We hired a former Atari 800XL game developer who was kind of famous. I had done Linux kernel development, been an embedded RTOS developer, and written the "ps" program that Linux uses. We hired a guy who wrote a TI calculator emulator. We hired a guy who got himself sued for exposing
security holes in a speech at Blackhat or DEF-CON, and almost hired another person who did the same thing. (the one not hired had an awful attitude) We hired a person who wrote code to run hardware that would extract platelets from blood. Some employees have written boot loaders. A few
people have done stuff with neural networks. Some have worked on radar. Some have done GPGPU and FPGA programming. We had an employee who wrote a PC demo scene boot sector (512-byte bootable screensaver) that used one of the bytes 3 ways, as data and as two distinct instructions. We have many people who participate in hacking competitions such as ShmooCon's "Ghost in the Shellcode" CTF and DEF-CON's CTF. We have people who got addicted to hand-optimizing code, vectorizing things and counting things like pipeline stalls.

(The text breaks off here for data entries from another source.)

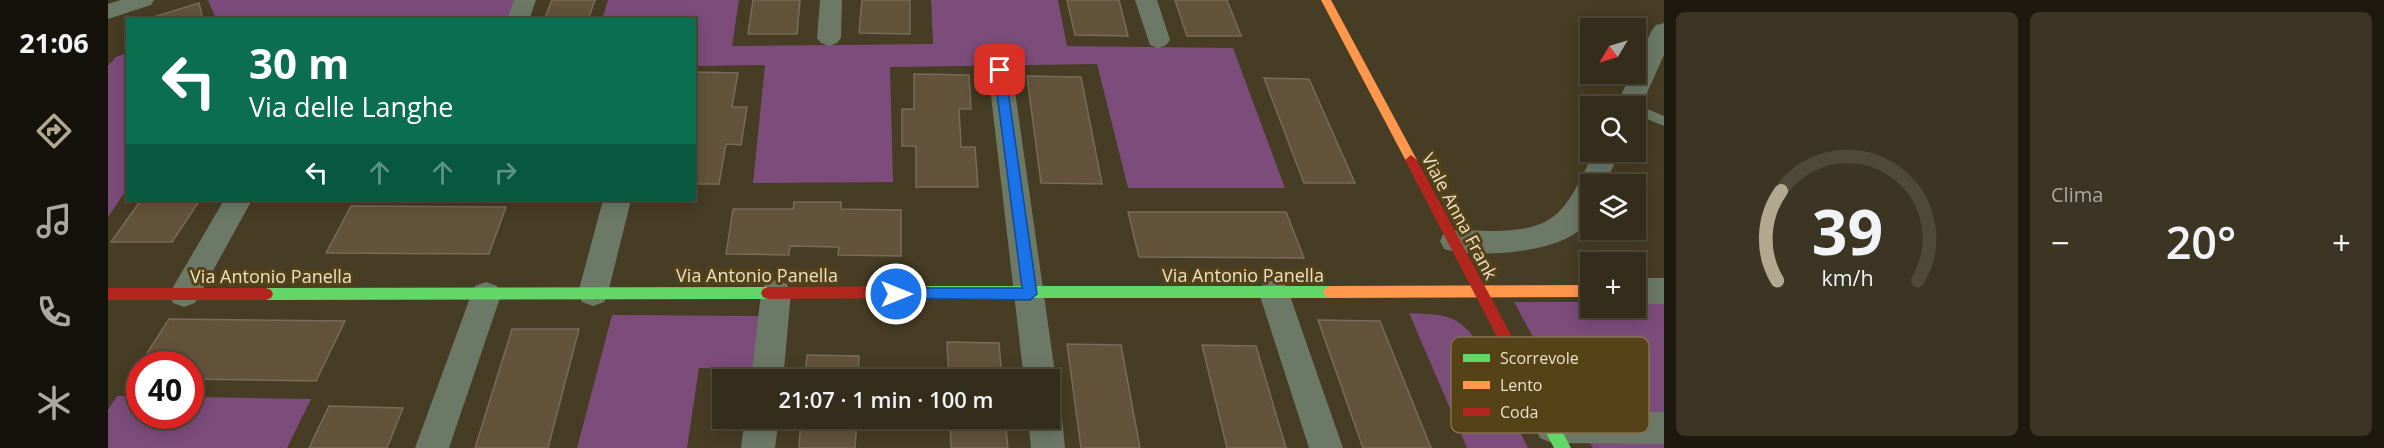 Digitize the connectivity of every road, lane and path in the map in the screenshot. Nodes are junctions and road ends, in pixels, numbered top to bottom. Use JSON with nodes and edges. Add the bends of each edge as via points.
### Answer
{"nodes":[{"id":1,"x":143,"y":0,"type":"edge"},
{"id":2,"x":831,"y":0,"type":"edge"},
{"id":3,"x":1146,"y":0,"type":"edge"},
{"id":4,"x":1326,"y":0,"type":"edge"},
{"id":5,"x":108,"y":12,"type":"edge"},
{"id":6,"x":1664,"y":30,"type":"edge"},
{"id":7,"x":829,"y":38,"type":"dead end"},
{"id":8,"x":1158,"y":40,"type":"dead end"},
{"id":9,"x":1000,"y":70,"type":"dead end"},
{"id":10,"x":1634,"y":96,"type":"edge"},
{"id":11,"x":1646,"y":114,"type":"edge"},
{"id":12,"x":1664,"y":121,"type":"edge"},
{"id":13,"x":237,"y":201,"type":"edge"},
{"id":14,"x":617,"y":201,"type":"edge"},
{"id":15,"x":1580,"y":205,"type":"edge"},
{"id":16,"x":1454,"y":241,"type":"junction"},
{"id":17,"x":1479,"y":290,"type":"junction"},
{"id":18,"x":1580,"y":291,"type":"edge"},
{"id":19,"x":1646,"y":291,"type":"edge"},
{"id":20,"x":1664,"y":291,"type":"edge"},
{"id":21,"x":592,"y":293,"type":"junction"},
{"id":22,"x":776,"y":293,"type":"junction"},
{"id":23,"x":1274,"y":293,"type":"junction"},
{"id":24,"x":108,"y":294,"type":"edge"},
{"id":25,"x":184,"y":294,"type":"junction"},
{"id":26,"x":1030,"y":294,"type":"junction"},
{"id":27,"x":486,"y":295,"type":"junction"},
{"id":28,"x":1504,"y":337,"type":"edge"},
{"id":29,"x":768,"y":369,"type":"edge"},
{"id":30,"x":1039,"y":369,"type":"edge"},
{"id":31,"x":1664,"y":428,"type":"edge"},
{"id":32,"x":761,"y":429,"type":"edge"},
{"id":33,"x":1046,"y":429,"type":"edge"},
{"id":34,"x":1649,"y":429,"type":"edge"},
{"id":35,"x":1611,"y":433,"type":"edge"},
{"id":36,"x":1558,"y":438,"type":"edge"},
{"id":37,"x":432,"y":448,"type":"edge"},
{"id":38,"x":758,"y":448,"type":"edge"},
{"id":39,"x":1048,"y":448,"type":"edge"},
{"id":40,"x":1326,"y":448,"type":"edge"}],
"edges":[{"from":1,"to":5,"type":"street"},
{"from":2,"to":7,"type":"street"},
{"from":3,"to":8,"type":"street"},
{"from":4,"to":16,"type":"street","name":"Viale Anna Frank"},
{"from":6,"to":10,"type":"street"},
{"from":9,"to":26,"type":"street"},
{"from":11,"to":12,"type":"lane"},
{"from":13,"to":25,"type":"street"},
{"from":14,"to":21,"type":"street"},
{"from":15,"to":16,"type":"street","via":[[1572,219],[1551,233],[1516,241]]},
{"from":16,"to":17,"type":"street","name":"Viale Anna Frank"},
{"from":17,"to":18,"type":"street","name":"Via Antonio Panella"},
{"from":17,"to":23,"type":"street","name":"Via Antonio Panella"},
{"from":17,"to":28,"type":"street","name":"Viale Anna Frank"},
{"from":19,"to":20,"type":"street"},
{"from":21,"to":22,"type":"street","name":"Via Antonio Panella"},
{"from":21,"to":27,"type":"street","name":"Via Antonio Panella"},
{"from":22,"to":26,"type":"street","name":"Via Antonio Panella"},
{"from":22,"to":29,"type":"street"},
{"from":23,"to":26,"type":"street","name":"Via Antonio Panella"},
{"from":23,"to":40,"type":"street"},
{"from":24,"to":25,"type":"street","name":"Via Antonio Panella"},
{"from":25,"to":27,"type":"street","name":"Via Antonio Panella"},
{"from":26,"to":30,"type":"street"},
{"from":27,"to":37,"type":"street"},
{"from":31,"to":34,"type":"street"},
{"from":32,"to":38,"type":"street"},
{"from":33,"to":39,"type":"street"},
{"from":35,"to":36,"type":"street"}]} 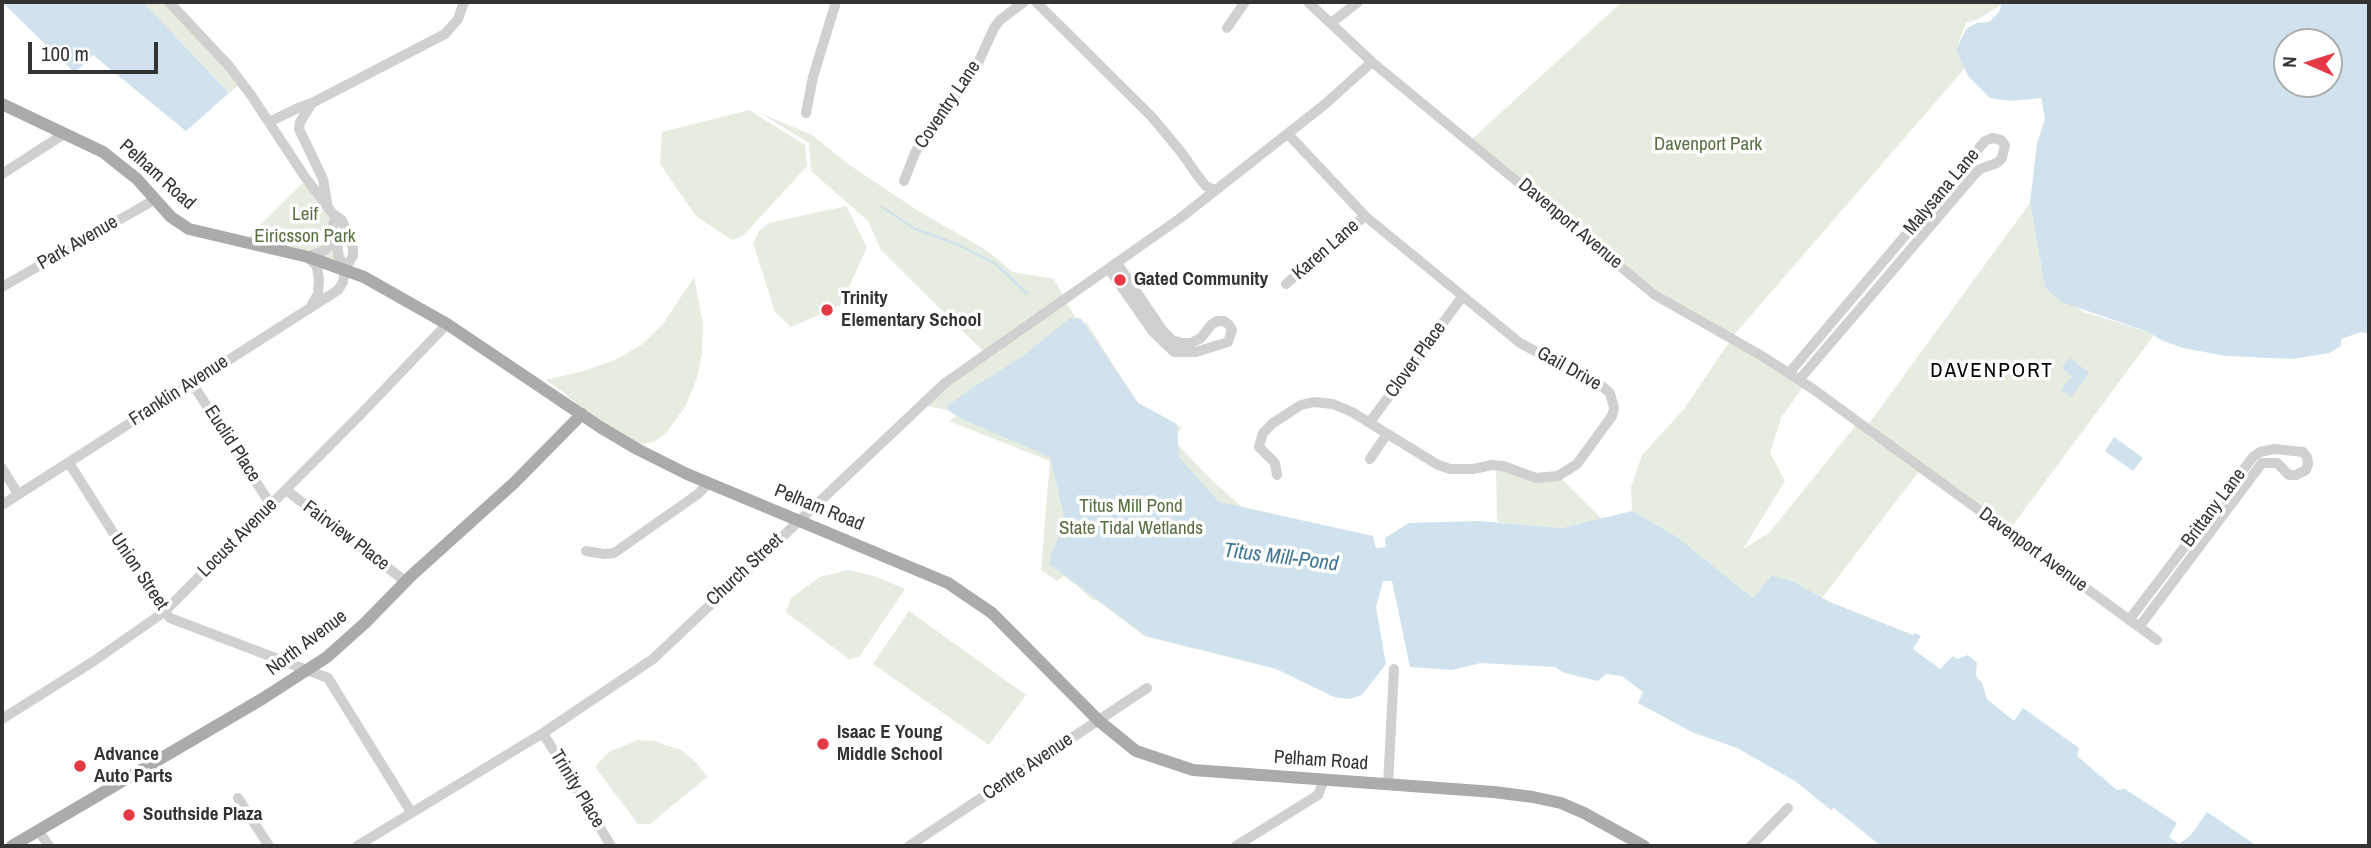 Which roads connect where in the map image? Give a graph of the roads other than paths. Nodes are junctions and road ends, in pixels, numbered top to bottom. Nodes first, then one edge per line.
1 (169, 2) edge
2 (464, 2) edge
3 (836, 2) edge
4 (1024, 2) edge
5 (1036, 2) edge
6 (1245, 2) edge
7 (1308, 2) edge
8 (1358, 2) edge
9 (1331, 23) junction
10 (1227, 28) dead end
11 (1372, 61) junction
12 (312, 103) junction
13 (2, 104) edge
14 (806, 113) dead end
15 (269, 122) junction
16 (64, 134) junction
17 (1288, 134) junction
18 (2, 174) edge
19 (904, 181) dead end
20 (1214, 190) junction
21 (154, 200) junction
22 (332, 214) junction
23 (1365, 216) junction
24 (308, 257) junction
25 (1113, 266) junction
26 (345, 269) junction
27 (1286, 284) dead end
28 (2, 287) edge
29 (1462, 297) junction
30 (311, 307) junction
31 (447, 324) junction
32 (1789, 373) junction
33 (1799, 380) junction
34 (192, 383) junction
35 (582, 414) junction
36 (1370, 422) junction
37 (1387, 434) junction
38 (1370, 459) dead end
39 (69, 463) junction
40 (2, 468) edge
41 (1277, 475) dead end
42 (708, 484) junction
43 (286, 490) junction
44 (18, 494) junction
45 (2, 505) edge
46 (271, 505) junction
47 (798, 520) junction
48 (586, 551) dead end
49 (405, 581) junction
50 (164, 612) junction
51 (2129, 620) junction
52 (2139, 627) junction
53 (2157, 640) dead end
54 (1394, 669) dead end
55 (308, 670) junction
56 (1147, 688) dead end
57 (2, 719) edge
58 (1098, 720) junction
59 (543, 733) junction
60 (1324, 780) junction
61 (1388, 785) junction
62 (239, 798) dead end
63 (1788, 808) dead end
64 (411, 812) junction
65 (38, 830) junction
66 (12, 846) edge
67 (49, 846) edge
68 (269, 846) edge
69 (357, 846) edge
70 (611, 846) edge
71 (909, 846) edge
72 (1236, 846) edge
73 (1644, 846) edge
74 (1751, 846) edge

1 - 15 street
2 - 12 street
3 - 14 street
4 - 19 street, Coventry Lane
5 - 20 street
6 - 10 street
7 - 9 street, Davenport Avenue
8 - 9 street
9 - 11 street, Davenport Avenue
11 - 17 street
11 - 32 street, Davenport Avenue
12 - 15 street
12 - 22 street
13 - 16 main road, Pelham Road
15 - 22 street
16 - 18 street
16 - 21 main road, Pelham Road
17 - 20 street
17 - 23 street, Gail Drive
20 - 25 street, Church Street
21 - 24 main road, Pelham Road
21 - 28 street, Park Avenue
22 - 24 street
22 - 26 street
22 - 26 street
23 - 27 street, Karen Lane
23 - 29 street, Gail Drive
24 - 26 main road, Pelham Road
24 - 30 street
25 - 25 street
25 - 47 street, Church Street
26 - 30 street, Franklin Avenue
26 - 31 main road, Pelham Road
29 - 36 street, Clover Place
29 - 37 street, Gail Drive
30 - 34 street, Franklin Avenue
31 - 35 main road, Pelham Road
31 - 43 street, Locust Avenue
32 - 33 street, Davenport Avenue
32 - 33 street, Malysana Lane
33 - 51 street, Davenport Avenue
34 - 39 street, Franklin Avenue
34 - 46 street, Euclid Place
35 - 42 main road, Pelham Road
35 - 49 main road, North Avenue
36 - 37 street, Gail Drive
36 - 41 street, Gail Drive
37 - 38 street
39 - 44 street, Franklin Avenue
39 - 50 street, Union Street
40 - 44 street
42 - 47 main road, Pelham Road
42 - 48 street
43 - 46 street, Locust Avenue
43 - 49 street, Fairview Place
44 - 45 street, Franklin Avenue
46 - 50 street, Locust Avenue
47 - 58 main road, Pelham Road
47 - 59 street, Church Street
49 - 55 main road, North Avenue
50 - 55 street, Union Street
50 - 57 street, Locust Avenue
51 - 52 street, Davenport Avenue
51 - 52 street, Brittany Lane
52 - 53 street, Davenport Avenue
54 - 61 street
55 - 64 street, Union Street
55 - 65 main road, North Avenue
56 - 58 street, Centre Avenue
58 - 60 main road, Pelham Road
58 - 71 street, Centre Avenue
59 - 64 street, Church Street
59 - 70 street, Trinity Place
60 - 61 main road, Pelham Road
60 - 72 street
61 - 73 main road, Pelham Road
62 - 68 street
63 - 74 street
64 - 69 street, Church Street
65 - 66 main road, North Avenue
65 - 67 street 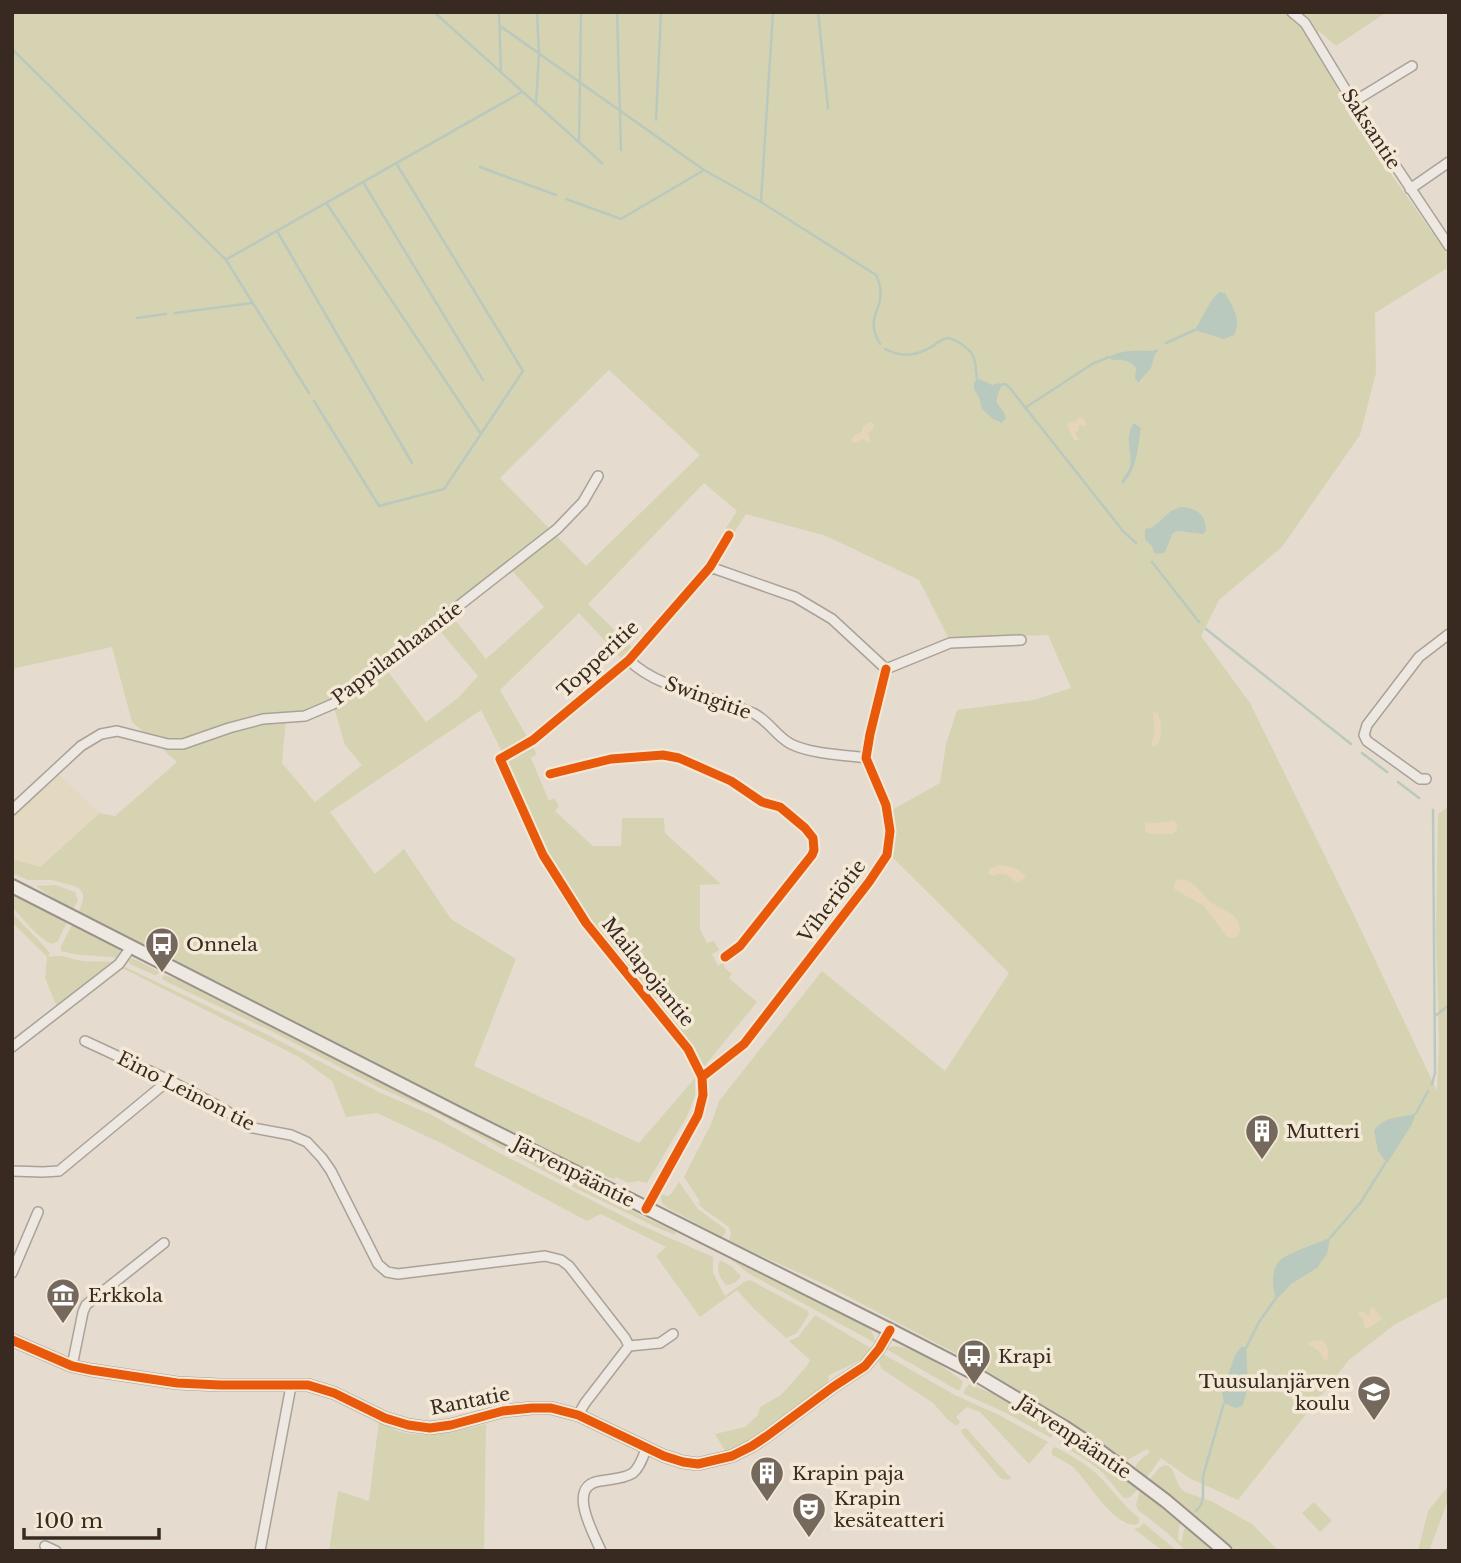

We have a person who worked on the JIT for an open source Nintendo emulator. We have some people with math backgrounds
who take interest in automated proofs that programs will or will not do various things, and who can figure out how to automatically create program inputs to make the programs excercise various parts of the code. We hired
a guy who bought his own parking meter (!!!) and then figured out how to hack into it via the pass/token thing it used. We hired a guy who hacked into a bathroom scale that had WiFi. We hired a person who did Dell's BIOS.
Yeah devops, web server admin, automation and problems developers don't want to or don't have access to deal with.
Seems like people have a lot of experience going into that field. Most of my hobby stuff isn't that interesting. I did write a mostly working chip8 emulator lol. Thanks for the info
The chip8 emulator is definitely good. That sort of thing counts. You could add a JIT. :-)
You might want to see what you can do with an interactive disassembler. Your choices are:
1. IDA Pro freeware version -- this is x86 only and kind of obsolete
2. IDA Pro demo version -- this is wonderful except that you can't save your work and it times out after about an hour
3. Hopper -- this is cheap
4. Binja (binary ninja, from Vector 35) -- mid price
Grab some firmware updates off the web, especially for things you happen to own, or some normal executables. See how well you can understand them with the interactive disassembler. You might need to decompress them; look for magic numbers that indicate compression.
Automotive, oil, gas, military and so on. These are the industries that hire C/C++ developers. Of course, if none of it opened shop in you city, bad luck.
It's relatively small, but the amount of people with those skills is small too. Currently every company I know that needs those skills has trouble finding enough people, so talented low level hackers can pretty much name their price.
Maybe that will change down the road but it doesn't look like it right now.
It is location dependent. That said, as I mentioned elsewhere in this thread, there's money to be made. Everything has a microcontroller and someone needs to program it. You don't need all the processor architecture knowledge that they're talking about, just a willingness to learn along the way. If you think you like the work, stick with it. Building real things is deeply satisfying.